Whenever a line of the entries below holds the string "Chestnut", copy that line and return it.

* * * * * * *

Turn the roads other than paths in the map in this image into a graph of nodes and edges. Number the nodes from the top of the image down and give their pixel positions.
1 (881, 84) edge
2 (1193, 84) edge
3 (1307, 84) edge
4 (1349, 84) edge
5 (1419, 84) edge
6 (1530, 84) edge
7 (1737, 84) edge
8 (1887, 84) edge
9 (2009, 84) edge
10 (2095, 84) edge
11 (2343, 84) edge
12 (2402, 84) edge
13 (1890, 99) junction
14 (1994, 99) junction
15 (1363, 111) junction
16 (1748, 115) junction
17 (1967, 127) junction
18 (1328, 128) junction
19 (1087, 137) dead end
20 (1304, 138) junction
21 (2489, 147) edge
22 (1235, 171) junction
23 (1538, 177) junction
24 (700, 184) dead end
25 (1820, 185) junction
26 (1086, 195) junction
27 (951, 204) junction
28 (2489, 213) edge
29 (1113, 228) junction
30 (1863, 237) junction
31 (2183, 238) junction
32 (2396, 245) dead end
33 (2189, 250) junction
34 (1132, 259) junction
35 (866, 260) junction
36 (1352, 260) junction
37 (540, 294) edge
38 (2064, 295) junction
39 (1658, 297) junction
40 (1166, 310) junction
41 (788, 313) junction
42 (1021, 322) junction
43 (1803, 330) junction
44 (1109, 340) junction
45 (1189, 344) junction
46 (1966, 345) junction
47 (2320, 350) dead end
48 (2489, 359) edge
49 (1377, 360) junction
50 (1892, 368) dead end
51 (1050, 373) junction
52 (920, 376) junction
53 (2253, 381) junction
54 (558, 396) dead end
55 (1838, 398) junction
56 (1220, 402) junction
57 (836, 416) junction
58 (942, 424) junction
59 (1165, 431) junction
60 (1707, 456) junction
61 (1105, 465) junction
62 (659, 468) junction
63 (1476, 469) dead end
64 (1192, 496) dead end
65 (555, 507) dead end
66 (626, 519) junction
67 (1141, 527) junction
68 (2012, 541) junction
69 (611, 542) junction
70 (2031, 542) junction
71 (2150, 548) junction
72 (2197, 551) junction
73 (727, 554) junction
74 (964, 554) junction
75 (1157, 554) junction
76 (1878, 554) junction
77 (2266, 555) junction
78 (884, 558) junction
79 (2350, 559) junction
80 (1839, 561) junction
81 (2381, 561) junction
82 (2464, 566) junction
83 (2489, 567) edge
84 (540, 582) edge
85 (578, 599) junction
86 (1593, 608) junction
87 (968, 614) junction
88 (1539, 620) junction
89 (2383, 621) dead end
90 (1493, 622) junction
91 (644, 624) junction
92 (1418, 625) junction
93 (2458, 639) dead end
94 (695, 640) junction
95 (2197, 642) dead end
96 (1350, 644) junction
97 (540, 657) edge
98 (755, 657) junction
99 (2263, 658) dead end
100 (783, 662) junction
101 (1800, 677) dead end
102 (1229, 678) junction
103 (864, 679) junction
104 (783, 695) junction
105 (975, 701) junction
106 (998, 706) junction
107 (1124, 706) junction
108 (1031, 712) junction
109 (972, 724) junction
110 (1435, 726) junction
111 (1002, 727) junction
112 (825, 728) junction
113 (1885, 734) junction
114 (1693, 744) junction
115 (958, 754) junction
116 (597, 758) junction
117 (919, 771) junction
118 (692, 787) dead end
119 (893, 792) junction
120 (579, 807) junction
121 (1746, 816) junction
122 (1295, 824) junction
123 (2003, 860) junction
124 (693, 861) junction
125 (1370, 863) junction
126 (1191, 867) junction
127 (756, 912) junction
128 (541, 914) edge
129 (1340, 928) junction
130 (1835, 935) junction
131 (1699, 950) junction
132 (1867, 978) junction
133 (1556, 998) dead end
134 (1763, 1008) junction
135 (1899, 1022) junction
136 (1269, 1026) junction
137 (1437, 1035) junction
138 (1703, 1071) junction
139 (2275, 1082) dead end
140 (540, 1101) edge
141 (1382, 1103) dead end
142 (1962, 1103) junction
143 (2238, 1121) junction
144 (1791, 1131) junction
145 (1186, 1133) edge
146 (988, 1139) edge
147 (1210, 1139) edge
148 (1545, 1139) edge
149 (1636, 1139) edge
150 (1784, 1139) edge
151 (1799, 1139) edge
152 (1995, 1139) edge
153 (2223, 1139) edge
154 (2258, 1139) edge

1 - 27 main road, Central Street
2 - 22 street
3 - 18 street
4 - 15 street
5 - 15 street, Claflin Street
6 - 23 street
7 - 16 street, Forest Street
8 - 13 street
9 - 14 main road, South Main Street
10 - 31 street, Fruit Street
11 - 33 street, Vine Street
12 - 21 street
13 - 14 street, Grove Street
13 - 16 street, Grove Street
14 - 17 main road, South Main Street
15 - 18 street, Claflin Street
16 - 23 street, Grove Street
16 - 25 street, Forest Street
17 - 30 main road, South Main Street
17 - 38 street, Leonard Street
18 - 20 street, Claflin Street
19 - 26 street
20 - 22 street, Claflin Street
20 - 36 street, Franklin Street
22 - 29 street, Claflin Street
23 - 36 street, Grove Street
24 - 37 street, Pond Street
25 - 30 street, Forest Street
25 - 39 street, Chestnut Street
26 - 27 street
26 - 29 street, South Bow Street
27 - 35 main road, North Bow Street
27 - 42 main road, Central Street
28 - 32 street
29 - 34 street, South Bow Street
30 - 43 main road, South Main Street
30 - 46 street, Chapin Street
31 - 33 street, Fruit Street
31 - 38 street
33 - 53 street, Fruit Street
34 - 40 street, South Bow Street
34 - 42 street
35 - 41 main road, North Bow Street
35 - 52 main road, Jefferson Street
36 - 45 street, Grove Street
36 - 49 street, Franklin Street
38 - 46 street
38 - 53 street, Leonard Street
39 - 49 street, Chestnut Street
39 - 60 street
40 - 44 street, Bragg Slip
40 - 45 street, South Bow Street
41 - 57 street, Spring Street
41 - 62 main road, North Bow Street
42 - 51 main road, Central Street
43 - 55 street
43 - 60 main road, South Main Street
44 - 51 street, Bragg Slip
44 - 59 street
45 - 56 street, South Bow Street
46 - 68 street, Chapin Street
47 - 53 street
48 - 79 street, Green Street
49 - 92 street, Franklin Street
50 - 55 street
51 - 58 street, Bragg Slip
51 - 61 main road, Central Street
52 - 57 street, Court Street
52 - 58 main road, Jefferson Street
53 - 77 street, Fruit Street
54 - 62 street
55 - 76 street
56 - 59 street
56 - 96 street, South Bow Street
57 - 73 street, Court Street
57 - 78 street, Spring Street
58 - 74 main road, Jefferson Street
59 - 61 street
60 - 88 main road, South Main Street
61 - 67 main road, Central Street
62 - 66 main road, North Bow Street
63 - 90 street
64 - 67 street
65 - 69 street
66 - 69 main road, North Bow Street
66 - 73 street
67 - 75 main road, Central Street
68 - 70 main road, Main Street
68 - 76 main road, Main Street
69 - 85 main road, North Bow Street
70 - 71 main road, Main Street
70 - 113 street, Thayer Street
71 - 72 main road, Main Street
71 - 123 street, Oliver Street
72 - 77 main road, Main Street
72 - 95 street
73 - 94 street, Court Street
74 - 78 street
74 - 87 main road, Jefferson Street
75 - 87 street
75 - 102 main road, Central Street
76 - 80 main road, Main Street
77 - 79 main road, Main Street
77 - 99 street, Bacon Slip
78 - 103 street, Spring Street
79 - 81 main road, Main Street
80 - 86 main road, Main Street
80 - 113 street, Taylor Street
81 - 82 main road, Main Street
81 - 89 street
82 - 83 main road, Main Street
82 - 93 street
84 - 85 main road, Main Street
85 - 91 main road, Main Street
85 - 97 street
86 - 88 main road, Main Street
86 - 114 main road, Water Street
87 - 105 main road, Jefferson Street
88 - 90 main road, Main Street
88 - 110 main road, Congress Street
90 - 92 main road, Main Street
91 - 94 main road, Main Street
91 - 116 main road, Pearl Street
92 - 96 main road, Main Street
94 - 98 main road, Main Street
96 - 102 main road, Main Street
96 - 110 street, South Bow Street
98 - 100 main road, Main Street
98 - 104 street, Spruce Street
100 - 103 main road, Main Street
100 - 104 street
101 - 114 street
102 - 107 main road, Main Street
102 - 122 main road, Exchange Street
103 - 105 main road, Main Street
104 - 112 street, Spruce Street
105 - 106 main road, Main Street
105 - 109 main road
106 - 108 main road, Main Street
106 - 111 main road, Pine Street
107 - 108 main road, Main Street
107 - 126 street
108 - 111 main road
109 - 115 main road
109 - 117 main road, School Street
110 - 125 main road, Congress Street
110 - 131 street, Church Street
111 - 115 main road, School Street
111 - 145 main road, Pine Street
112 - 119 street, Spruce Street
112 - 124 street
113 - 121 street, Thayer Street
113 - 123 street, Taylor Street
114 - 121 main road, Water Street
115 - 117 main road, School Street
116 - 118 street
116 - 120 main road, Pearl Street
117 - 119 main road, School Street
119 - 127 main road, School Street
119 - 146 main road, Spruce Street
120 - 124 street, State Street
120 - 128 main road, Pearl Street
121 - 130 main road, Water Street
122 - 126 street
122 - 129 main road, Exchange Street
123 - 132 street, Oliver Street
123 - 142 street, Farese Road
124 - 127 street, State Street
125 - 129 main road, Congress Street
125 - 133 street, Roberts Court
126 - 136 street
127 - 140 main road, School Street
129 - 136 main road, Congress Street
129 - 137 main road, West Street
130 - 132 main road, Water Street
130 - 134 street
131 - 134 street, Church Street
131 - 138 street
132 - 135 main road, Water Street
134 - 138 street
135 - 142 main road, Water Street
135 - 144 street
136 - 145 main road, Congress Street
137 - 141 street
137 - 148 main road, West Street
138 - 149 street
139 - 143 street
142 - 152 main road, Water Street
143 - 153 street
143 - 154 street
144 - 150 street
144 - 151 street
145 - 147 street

* * * * * * *

ANSWER BOX
25 - 39 street, Chestnut Street
39 - 49 street, Chestnut Street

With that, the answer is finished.